§ **Records provided**:
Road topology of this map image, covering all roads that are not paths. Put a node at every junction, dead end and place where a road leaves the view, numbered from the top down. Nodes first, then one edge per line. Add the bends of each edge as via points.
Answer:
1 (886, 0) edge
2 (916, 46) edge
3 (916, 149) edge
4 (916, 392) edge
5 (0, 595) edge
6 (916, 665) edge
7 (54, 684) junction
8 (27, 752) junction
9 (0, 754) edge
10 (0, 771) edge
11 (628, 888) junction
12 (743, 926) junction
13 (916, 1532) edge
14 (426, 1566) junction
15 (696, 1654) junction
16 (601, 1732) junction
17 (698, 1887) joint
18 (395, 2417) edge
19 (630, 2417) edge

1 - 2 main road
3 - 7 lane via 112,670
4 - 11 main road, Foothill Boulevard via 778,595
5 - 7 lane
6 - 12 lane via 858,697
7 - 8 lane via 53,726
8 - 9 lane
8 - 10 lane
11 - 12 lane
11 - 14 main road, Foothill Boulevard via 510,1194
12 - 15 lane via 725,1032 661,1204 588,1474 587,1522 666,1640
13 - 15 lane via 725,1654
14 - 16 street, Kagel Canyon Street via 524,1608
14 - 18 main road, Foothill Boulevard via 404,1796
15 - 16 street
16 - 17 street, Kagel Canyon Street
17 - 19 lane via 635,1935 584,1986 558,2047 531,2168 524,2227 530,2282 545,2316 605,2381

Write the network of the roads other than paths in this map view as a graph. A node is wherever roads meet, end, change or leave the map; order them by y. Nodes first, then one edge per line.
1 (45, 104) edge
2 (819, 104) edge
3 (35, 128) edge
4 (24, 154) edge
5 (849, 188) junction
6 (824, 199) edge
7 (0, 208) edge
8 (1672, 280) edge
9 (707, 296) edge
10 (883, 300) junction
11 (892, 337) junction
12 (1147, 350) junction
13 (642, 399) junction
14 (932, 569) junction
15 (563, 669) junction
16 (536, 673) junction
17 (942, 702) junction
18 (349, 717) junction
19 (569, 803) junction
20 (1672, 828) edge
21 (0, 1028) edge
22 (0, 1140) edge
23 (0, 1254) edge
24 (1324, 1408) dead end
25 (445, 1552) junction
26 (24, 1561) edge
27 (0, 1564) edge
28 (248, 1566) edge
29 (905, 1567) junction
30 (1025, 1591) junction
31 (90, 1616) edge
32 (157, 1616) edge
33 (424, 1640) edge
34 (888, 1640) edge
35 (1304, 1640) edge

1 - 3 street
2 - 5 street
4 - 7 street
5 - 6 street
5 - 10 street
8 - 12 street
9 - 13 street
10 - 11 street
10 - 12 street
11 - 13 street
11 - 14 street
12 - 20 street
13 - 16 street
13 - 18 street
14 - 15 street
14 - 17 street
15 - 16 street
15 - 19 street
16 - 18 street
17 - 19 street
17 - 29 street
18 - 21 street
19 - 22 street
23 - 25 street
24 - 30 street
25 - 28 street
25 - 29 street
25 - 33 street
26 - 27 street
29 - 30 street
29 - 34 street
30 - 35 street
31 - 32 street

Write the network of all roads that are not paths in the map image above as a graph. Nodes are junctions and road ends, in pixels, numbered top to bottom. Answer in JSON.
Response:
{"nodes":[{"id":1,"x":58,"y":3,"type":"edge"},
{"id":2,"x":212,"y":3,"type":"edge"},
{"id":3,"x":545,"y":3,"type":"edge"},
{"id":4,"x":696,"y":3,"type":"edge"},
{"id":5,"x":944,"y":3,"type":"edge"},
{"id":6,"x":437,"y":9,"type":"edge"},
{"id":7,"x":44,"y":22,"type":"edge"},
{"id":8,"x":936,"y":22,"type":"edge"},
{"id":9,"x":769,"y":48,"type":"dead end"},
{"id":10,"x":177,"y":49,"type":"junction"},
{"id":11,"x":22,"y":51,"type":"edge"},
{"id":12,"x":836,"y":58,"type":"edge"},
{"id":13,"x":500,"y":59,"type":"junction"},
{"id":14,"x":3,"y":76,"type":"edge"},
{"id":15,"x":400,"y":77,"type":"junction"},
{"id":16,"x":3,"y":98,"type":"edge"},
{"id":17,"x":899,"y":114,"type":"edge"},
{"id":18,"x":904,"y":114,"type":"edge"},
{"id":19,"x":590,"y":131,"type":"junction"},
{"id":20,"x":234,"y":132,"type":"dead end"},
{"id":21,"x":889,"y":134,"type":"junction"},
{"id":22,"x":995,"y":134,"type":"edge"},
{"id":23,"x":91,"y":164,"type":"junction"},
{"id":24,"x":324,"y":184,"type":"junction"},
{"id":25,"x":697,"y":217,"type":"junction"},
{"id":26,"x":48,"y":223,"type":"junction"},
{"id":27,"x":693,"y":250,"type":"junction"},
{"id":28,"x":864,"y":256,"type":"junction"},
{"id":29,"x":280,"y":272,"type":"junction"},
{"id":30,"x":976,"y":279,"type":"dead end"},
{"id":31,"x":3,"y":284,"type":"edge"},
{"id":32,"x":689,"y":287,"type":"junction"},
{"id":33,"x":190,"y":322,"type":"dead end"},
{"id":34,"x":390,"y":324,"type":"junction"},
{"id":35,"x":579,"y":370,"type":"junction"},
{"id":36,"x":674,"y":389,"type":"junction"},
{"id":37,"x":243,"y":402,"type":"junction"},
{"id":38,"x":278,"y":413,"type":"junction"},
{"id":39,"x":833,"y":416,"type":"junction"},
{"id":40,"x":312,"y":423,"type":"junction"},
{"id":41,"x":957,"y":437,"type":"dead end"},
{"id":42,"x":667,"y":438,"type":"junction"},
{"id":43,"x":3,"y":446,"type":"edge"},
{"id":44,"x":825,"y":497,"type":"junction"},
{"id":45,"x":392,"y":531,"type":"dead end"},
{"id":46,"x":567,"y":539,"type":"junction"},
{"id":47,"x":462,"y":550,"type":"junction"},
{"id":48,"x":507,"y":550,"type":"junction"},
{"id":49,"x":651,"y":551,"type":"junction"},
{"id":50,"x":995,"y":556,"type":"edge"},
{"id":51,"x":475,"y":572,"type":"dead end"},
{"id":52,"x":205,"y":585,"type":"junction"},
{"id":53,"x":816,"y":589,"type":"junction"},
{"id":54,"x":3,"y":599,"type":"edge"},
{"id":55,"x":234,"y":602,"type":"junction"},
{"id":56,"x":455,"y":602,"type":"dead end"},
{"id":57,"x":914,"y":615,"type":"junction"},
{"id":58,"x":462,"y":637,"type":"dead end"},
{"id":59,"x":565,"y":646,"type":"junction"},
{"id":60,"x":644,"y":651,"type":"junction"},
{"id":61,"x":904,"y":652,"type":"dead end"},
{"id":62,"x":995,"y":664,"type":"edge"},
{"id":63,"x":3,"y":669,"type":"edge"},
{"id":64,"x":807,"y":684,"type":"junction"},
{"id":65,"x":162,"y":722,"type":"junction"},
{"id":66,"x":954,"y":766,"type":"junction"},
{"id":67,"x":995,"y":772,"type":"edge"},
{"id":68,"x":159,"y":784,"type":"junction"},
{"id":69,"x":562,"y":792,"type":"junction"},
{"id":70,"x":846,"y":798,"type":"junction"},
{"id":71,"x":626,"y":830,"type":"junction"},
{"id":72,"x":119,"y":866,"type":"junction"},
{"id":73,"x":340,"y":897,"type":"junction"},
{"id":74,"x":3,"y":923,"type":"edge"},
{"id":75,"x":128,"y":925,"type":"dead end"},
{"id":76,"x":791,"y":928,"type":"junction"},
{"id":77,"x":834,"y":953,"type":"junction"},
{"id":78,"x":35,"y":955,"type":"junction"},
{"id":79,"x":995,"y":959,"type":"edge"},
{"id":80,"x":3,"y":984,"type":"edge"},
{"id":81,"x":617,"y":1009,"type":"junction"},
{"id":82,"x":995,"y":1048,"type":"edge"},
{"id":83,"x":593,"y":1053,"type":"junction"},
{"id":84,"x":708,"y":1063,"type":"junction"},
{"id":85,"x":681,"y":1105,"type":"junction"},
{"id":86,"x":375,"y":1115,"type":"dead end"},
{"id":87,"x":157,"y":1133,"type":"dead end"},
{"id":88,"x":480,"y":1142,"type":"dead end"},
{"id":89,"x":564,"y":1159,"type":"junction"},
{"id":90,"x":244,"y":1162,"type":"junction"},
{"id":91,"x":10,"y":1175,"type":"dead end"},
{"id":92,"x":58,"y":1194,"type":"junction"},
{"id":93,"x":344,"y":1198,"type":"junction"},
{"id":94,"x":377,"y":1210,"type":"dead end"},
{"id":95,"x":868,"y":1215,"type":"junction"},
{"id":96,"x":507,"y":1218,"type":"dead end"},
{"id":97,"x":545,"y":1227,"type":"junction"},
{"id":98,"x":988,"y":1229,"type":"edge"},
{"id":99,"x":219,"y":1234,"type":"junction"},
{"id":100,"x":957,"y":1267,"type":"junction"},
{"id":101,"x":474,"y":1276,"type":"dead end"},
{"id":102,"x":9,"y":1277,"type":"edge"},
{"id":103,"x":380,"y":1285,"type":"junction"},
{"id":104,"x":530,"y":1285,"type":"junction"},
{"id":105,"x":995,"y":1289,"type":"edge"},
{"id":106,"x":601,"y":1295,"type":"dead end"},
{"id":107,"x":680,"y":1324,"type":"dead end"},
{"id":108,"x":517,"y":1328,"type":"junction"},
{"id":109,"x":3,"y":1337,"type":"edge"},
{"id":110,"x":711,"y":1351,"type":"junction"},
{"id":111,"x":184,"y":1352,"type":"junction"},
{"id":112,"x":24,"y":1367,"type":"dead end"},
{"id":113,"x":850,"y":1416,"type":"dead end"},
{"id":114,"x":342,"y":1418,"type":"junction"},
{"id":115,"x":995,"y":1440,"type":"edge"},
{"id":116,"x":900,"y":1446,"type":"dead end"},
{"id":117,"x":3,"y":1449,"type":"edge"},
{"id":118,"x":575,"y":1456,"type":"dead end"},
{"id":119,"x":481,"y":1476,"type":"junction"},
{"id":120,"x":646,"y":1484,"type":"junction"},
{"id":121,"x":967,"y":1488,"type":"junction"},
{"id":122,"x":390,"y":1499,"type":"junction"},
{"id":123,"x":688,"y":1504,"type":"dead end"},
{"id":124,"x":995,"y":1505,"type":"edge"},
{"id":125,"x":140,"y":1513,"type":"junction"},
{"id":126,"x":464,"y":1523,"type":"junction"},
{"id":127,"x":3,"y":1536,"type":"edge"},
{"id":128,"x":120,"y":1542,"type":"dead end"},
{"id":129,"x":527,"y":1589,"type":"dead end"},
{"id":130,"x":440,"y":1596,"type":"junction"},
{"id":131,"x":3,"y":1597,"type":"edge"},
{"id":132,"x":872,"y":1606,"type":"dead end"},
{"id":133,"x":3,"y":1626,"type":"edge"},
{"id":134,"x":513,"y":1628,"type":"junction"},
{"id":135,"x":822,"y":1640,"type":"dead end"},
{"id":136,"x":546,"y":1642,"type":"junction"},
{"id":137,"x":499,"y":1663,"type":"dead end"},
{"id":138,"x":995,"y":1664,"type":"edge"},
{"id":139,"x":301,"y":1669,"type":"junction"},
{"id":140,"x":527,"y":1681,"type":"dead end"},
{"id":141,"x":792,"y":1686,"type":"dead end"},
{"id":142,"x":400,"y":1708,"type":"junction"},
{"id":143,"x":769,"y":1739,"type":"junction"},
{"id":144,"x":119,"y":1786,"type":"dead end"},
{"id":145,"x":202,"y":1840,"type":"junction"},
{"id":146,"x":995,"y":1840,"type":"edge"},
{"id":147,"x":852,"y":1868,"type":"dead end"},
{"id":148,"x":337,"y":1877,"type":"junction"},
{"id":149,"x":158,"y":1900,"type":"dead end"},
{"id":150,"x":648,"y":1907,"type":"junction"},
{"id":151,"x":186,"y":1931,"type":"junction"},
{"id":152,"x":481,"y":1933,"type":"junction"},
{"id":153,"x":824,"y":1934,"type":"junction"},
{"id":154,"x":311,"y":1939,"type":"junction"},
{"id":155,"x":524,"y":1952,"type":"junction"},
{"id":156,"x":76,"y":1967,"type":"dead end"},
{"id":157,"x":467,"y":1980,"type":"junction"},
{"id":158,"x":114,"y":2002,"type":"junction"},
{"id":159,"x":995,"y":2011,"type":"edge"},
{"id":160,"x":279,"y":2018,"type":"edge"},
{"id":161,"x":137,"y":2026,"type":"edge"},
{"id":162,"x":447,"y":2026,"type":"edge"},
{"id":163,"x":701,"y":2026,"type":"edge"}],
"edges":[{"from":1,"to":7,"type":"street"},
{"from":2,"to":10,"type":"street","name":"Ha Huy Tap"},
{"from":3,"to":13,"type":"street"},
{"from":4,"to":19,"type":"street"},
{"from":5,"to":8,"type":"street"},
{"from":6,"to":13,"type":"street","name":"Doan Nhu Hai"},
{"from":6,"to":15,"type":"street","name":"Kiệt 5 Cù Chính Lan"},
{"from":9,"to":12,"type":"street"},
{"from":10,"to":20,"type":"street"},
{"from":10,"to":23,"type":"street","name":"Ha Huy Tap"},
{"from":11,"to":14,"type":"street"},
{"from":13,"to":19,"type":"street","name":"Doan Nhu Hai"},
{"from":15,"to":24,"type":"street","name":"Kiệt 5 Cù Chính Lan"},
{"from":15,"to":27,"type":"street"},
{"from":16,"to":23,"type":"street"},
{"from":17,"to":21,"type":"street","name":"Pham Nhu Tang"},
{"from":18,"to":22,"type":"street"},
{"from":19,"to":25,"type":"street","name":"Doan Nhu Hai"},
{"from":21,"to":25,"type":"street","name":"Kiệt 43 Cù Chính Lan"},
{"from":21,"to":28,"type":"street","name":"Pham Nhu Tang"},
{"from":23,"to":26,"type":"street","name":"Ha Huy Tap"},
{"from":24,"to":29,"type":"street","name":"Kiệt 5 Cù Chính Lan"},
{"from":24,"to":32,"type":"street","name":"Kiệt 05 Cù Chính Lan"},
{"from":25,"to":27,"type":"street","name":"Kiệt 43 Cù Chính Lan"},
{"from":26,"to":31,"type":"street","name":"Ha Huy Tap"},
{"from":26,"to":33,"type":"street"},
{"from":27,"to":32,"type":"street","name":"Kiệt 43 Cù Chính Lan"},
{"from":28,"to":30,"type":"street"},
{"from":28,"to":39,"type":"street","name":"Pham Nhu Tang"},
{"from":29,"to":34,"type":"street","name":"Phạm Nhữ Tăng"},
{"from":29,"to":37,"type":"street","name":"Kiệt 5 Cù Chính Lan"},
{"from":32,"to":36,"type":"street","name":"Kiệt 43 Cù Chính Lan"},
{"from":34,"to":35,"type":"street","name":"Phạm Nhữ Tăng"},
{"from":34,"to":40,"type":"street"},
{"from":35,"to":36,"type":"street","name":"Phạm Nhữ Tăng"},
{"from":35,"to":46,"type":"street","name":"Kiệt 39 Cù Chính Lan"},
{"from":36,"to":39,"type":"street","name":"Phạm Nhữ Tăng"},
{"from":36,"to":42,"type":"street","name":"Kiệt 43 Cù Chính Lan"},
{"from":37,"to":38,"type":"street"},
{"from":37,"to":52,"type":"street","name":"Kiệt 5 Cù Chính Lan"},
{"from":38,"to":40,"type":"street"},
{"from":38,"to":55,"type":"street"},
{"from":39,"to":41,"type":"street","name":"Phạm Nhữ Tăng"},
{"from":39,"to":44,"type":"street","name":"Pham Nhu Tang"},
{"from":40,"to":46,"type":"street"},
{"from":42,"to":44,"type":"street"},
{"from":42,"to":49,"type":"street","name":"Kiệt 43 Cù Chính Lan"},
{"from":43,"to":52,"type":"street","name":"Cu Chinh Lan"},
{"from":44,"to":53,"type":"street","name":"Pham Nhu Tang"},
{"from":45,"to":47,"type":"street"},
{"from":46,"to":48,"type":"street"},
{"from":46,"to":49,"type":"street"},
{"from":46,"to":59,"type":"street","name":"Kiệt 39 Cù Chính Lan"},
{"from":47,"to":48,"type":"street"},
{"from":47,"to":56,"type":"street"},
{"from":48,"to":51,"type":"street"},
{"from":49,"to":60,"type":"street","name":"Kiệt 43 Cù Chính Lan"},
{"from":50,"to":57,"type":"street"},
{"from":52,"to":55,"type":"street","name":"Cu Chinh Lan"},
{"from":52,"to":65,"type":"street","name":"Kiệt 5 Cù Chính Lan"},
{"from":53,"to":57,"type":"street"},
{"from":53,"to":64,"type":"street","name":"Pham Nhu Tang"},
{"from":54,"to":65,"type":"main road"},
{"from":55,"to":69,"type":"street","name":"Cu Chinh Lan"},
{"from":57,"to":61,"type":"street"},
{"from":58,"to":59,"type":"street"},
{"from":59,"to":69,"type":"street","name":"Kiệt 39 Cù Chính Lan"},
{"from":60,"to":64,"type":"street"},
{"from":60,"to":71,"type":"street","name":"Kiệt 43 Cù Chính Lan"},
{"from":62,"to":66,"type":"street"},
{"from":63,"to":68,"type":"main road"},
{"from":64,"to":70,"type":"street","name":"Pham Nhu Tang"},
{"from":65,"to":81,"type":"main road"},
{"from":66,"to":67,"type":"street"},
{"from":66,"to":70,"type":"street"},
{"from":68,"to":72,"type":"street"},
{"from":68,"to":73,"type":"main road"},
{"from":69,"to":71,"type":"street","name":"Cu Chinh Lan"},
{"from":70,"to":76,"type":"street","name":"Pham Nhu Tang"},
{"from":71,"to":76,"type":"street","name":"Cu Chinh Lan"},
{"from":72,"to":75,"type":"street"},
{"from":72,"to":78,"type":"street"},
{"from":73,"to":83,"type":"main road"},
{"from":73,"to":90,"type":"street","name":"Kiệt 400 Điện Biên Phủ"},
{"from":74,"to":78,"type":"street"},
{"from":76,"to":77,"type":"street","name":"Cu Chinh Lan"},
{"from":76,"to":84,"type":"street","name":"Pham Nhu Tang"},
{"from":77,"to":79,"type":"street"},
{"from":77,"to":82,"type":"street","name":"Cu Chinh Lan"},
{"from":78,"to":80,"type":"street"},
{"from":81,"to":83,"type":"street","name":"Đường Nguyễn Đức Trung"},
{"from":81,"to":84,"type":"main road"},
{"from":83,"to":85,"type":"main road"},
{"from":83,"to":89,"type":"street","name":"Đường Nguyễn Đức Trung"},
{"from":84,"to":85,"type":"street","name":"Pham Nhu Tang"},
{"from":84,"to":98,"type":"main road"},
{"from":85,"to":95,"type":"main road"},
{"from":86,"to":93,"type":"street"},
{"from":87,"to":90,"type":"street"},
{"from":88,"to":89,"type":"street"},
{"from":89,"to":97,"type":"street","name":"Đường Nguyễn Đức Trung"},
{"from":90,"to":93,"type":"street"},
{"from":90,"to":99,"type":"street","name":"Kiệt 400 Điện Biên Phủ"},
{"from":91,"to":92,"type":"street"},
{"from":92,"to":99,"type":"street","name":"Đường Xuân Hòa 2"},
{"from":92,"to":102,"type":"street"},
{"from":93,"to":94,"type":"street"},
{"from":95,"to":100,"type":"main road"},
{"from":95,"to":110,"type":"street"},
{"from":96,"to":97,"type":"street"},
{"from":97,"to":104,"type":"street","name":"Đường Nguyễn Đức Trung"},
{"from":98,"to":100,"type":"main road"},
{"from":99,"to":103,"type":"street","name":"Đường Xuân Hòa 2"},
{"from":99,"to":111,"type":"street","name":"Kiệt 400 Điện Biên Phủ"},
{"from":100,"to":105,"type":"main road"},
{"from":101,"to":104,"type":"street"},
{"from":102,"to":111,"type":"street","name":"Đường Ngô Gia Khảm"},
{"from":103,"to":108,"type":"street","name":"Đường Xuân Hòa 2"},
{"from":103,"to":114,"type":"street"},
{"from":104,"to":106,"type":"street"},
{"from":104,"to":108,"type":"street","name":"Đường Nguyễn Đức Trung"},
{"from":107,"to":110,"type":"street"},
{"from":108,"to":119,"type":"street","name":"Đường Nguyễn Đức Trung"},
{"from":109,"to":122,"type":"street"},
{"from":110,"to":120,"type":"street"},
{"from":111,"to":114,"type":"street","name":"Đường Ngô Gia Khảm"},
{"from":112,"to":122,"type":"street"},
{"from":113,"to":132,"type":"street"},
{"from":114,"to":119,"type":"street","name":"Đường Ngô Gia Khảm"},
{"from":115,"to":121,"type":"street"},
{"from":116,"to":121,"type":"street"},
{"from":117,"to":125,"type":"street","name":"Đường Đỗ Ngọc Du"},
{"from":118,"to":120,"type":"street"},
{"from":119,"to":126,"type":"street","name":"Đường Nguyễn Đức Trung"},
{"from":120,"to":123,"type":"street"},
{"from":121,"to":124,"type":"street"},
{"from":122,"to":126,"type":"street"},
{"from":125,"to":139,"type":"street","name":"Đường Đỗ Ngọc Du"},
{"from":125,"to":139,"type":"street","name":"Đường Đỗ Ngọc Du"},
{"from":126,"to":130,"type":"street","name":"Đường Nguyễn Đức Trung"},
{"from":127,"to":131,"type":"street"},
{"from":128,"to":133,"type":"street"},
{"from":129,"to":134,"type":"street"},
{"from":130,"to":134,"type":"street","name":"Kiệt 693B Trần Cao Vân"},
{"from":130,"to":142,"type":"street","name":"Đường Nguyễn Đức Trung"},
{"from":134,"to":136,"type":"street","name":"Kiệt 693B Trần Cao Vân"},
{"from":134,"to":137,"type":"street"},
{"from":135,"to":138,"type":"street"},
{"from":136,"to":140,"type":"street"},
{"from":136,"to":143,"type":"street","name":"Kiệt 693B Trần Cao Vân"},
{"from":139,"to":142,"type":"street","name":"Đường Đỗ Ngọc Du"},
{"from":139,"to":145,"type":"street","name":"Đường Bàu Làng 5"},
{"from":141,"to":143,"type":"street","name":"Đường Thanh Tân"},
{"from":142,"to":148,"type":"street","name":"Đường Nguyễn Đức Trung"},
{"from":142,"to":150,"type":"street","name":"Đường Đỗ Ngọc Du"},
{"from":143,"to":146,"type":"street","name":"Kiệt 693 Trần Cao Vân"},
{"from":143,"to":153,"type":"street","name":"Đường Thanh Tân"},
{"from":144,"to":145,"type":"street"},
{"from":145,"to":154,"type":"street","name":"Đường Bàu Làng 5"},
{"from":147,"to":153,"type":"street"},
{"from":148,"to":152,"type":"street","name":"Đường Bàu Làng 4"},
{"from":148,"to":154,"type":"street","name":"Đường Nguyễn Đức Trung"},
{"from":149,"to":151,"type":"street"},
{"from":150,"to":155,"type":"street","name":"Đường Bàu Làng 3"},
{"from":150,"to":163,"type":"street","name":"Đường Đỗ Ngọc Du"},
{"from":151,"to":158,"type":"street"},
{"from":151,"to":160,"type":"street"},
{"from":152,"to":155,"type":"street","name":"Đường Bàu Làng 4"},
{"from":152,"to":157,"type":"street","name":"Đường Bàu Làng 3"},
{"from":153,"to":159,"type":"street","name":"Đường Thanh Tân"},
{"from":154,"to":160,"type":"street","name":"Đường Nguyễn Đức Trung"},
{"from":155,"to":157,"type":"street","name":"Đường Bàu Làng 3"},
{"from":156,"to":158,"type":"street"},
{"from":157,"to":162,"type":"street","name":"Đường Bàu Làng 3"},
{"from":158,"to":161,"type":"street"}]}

§ **Work required**: Every line above in which the word "Điện" occurs needs to be copied.

§ **Result**:
{"from":73,"to":90,"type":"street","name":"Kiệt 400 Điện Biên Phủ"},
{"from":90,"to":99,"type":"street","name":"Kiệt 400 Điện Biên Phủ"},
{"from":99,"to":111,"type":"street","name":"Kiệt 400 Điện Biên Phủ"},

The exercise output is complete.